» **DATA PROVIDED**

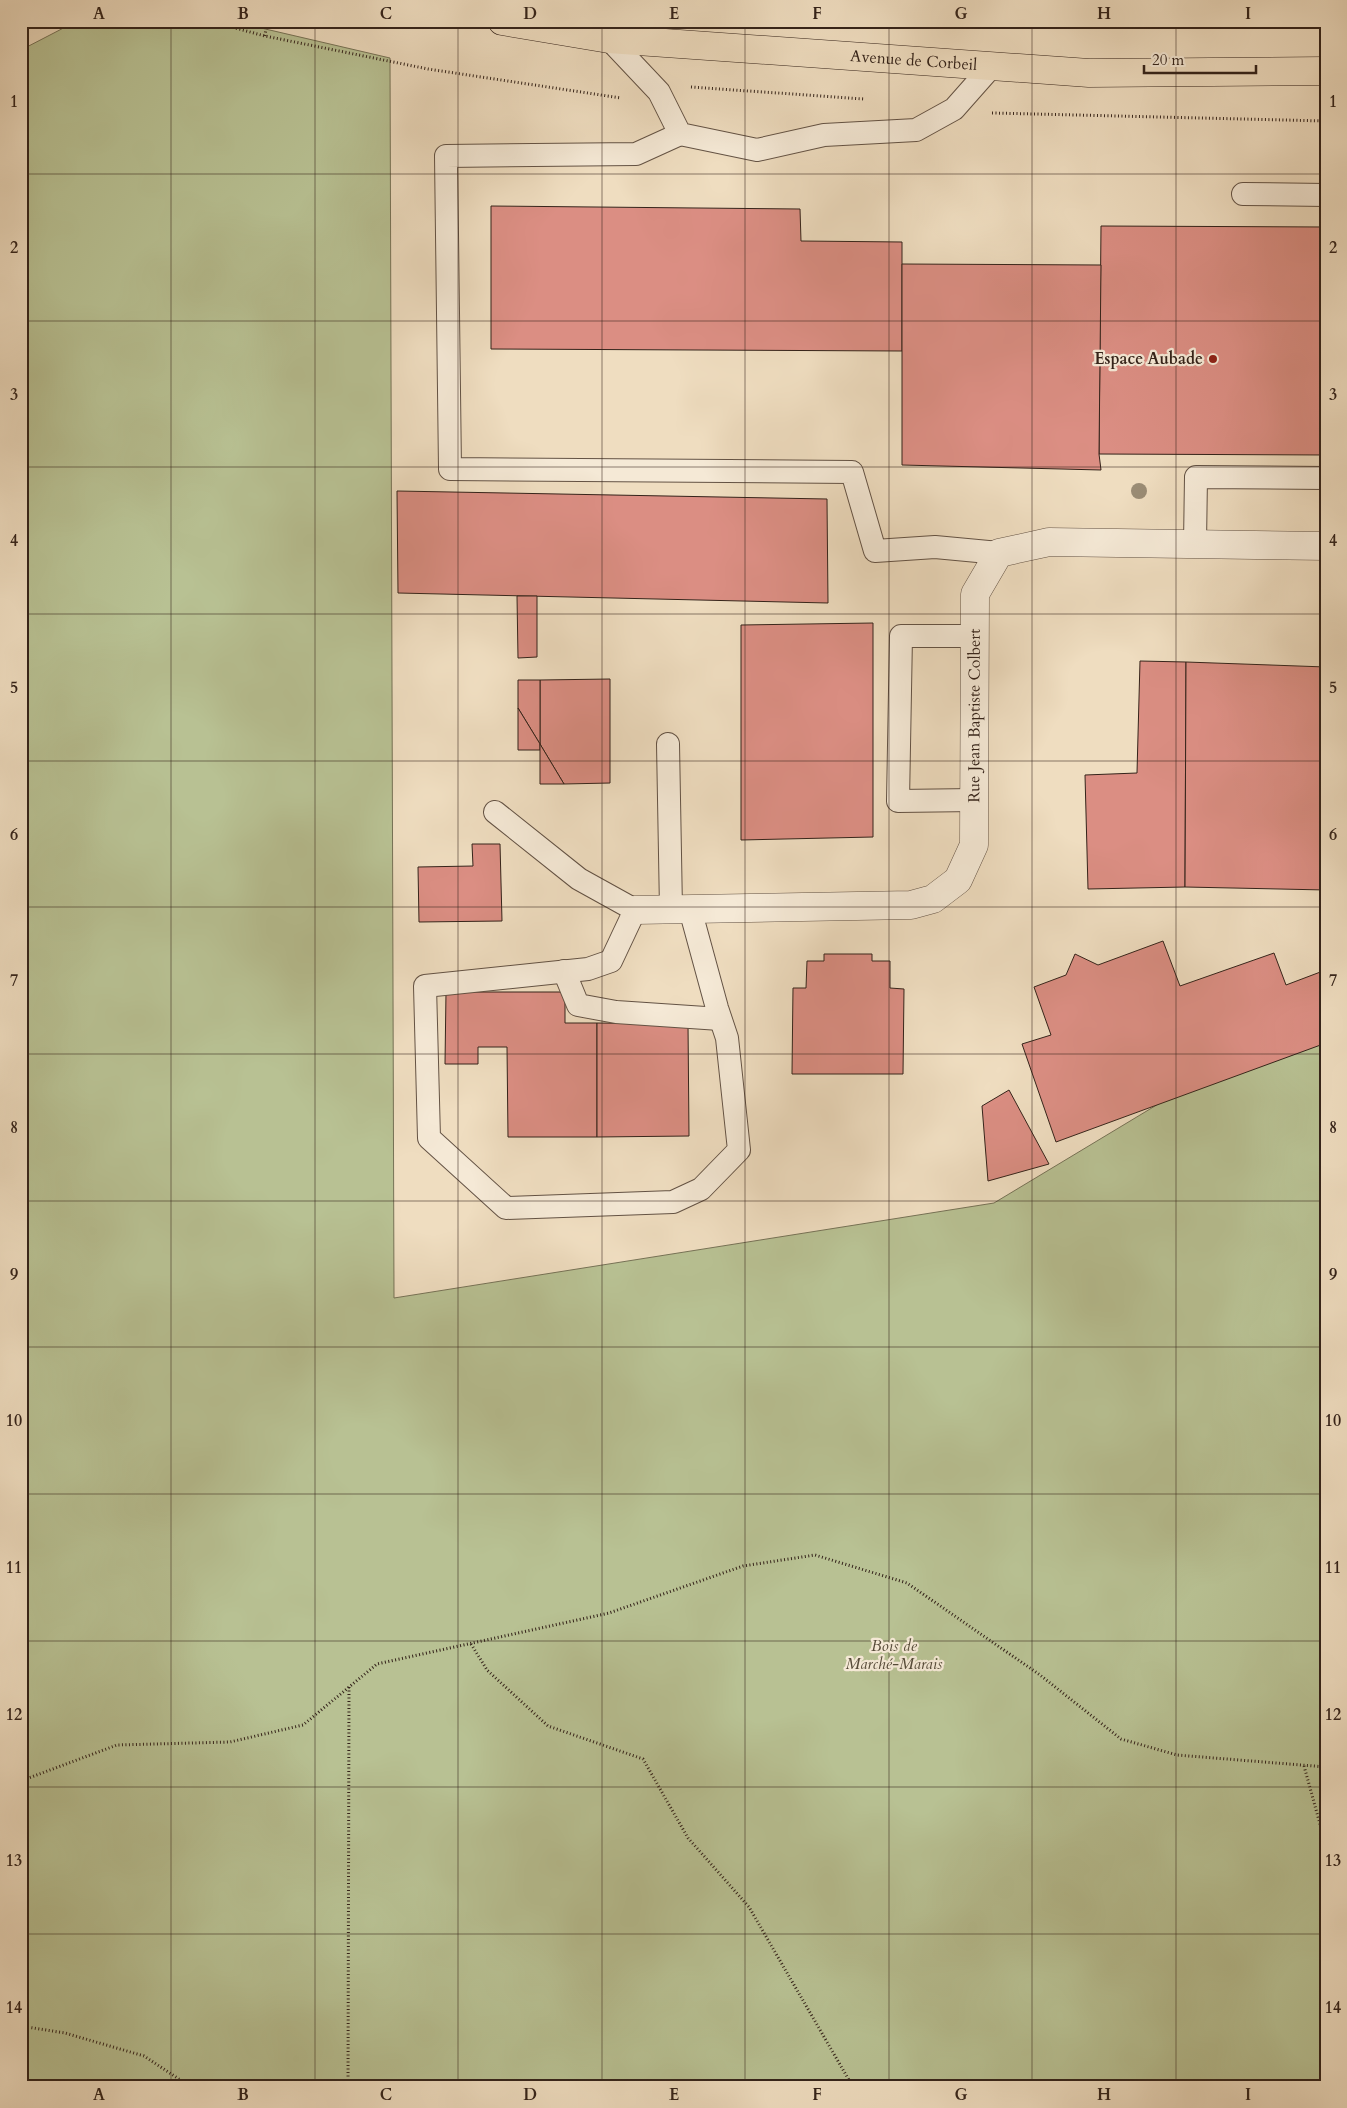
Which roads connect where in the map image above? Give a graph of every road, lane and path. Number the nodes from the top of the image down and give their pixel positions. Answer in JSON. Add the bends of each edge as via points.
{"nodes":[{"id":1,"x":209,"y":21,"type":"edge"},
{"id":2,"x":267,"y":21,"type":"edge"},
{"id":3,"x":502,"y":21,"type":"edge"},
{"id":4,"x":265,"y":36,"type":"junction"},
{"id":5,"x":609,"y":39,"type":"junction"},
{"id":6,"x":992,"y":66,"type":"junction"},
{"id":7,"x":1326,"y":71,"type":"edge"},
{"id":8,"x":659,"y":92,"type":"junction"},
{"id":9,"x":864,"y":99,"type":"dead end"},
{"id":10,"x":954,"y":109,"type":"junction"},
{"id":11,"x":1326,"y":121,"type":"edge"},
{"id":12,"x":680,"y":134,"type":"junction"},
{"id":13,"x":1243,"y":194,"type":"dead end"},
{"id":14,"x":1326,"y":195,"type":"edge"},
{"id":15,"x":1326,"y":478,"type":"edge"},
{"id":16,"x":1195,"y":543,"type":"junction"},
{"id":17,"x":1326,"y":546,"type":"edge"},
{"id":18,"x":999,"y":553,"type":"junction"},
{"id":19,"x":975,"y":636,"type":"junction"},
{"id":20,"x":668,"y":744,"type":"dead end"},
{"id":21,"x":974,"y":800,"type":"junction"},
{"id":22,"x":494,"y":812,"type":"dead end"},
{"id":23,"x":681,"y":909,"type":"junction"},
{"id":24,"x":635,"y":910,"type":"junction"},
{"id":25,"x":564,"y":971,"type":"junction"},
{"id":26,"x":720,"y":1019,"type":"junction"},
{"id":27,"x":471,"y":1644,"type":"junction"},
{"id":28,"x":349,"y":1687,"type":"junction"},
{"id":29,"x":1304,"y":1766,"type":"junction"},
{"id":30,"x":1326,"y":1767,"type":"edge"},
{"id":31,"x":21,"y":1783,"type":"edge"},
{"id":32,"x":1326,"y":1846,"type":"edge"},
{"id":33,"x":21,"y":2026,"type":"edge"},
{"id":34,"x":191,"y":2087,"type":"edge"},
{"id":35,"x":348,"y":2087,"type":"edge"},
{"id":36,"x":853,"y":2087,"type":"edge"}],
"edges":[{"from":1,"to":4,"type":"path"},
{"from":2,"to":4,"type":"path"},
{"from":3,"to":5,"type":"main road","name":"Avenue de Corbeil"},
{"from":4,"to":8,"type":"path","via":[[428,69],[582,93],[628,99]]},
{"from":5,"to":6,"type":"main road","name":"Avenue de Corbeil"},
{"from":5,"to":8,"type":"lane"},
{"from":6,"to":7,"type":"main road","name":"Avenue de Corbeil","via":[[1089,73]]},
{"from":6,"to":10,"type":"lane"},
{"from":8,"to":9,"type":"path","via":[[682,86]]},
{"from":8,"to":12,"type":"lane"},
{"from":10,"to":11,"type":"path","via":[[1009,115]]},
{"from":10,"to":12,"type":"lane","via":[[916,130],[824,135],[758,150]]},
{"from":12,"to":18,"type":"lane","via":[[636,154],[446,156],[450,469],[852,472],[875,552],[935,547]]},
{"from":13,"to":14,"type":"lane"},
{"from":15,"to":16,"type":"lane","via":[[1196,477]]},
{"from":16,"to":17,"type":"street"},
{"from":16,"to":18,"type":"street","via":[[1049,542]]},
{"from":18,"to":19,"type":"street","name":"Rue Jean Baptiste Colbert","via":[[975,594]]},
{"from":19,"to":21,"type":"street","name":"Rue Jean Baptiste Colbert"},
{"from":19,"to":21,"type":"lane","via":[[901,636],[898,801]]},
{"from":20,"to":23,"type":"lane"},
{"from":21,"to":23,"type":"street","name":"Rue Jean Baptiste Colbert","via":[[974,845],[958,880],[932,899],[911,905]]},
{"from":22,"to":24,"type":"lane","via":[[580,879]]},
{"from":23,"to":24,"type":"street","name":"Rue Jean Baptiste Colbert"},
{"from":23,"to":26,"type":"lane"},
{"from":24,"to":25,"type":"lane","via":[[612,960],[588,969]]},
{"from":25,"to":26,"type":"lane","via":[[578,1005],[616,1012]]},
{"from":25,"to":26,"type":"lane","via":[[425,986],[429,1138],[506,1208],[673,1202],[701,1189],[739,1150],[727,1038]]},
{"from":27,"to":28,"type":"path","via":[[377,1664]]},
{"from":27,"to":29,"type":"path","via":[[608,1613],[743,1566],[815,1555],[907,1583],[1040,1675],[1121,1739],[1177,1755]]},
{"from":27,"to":36,"type":"path","via":[[487,1670],[548,1726],[643,1759],[688,1838],[749,1907]]},
{"from":28,"to":31,"type":"path","via":[[303,1725],[230,1742],[117,1745]]},
{"from":28,"to":35,"type":"path"},
{"from":29,"to":30,"type":"path"},
{"from":29,"to":32,"type":"path"},
{"from":33,"to":34,"type":"path","via":[[65,2033],[144,2056]]}]}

» **EXERCISE**
Go through the records and gather the lines that hold "dead".

» **RESPONSE**
{"id":9,"x":864,"y":99,"type":"dead end"},
{"id":13,"x":1243,"y":194,"type":"dead end"},
{"id":20,"x":668,"y":744,"type":"dead end"},
{"id":22,"x":494,"y":812,"type":"dead end"},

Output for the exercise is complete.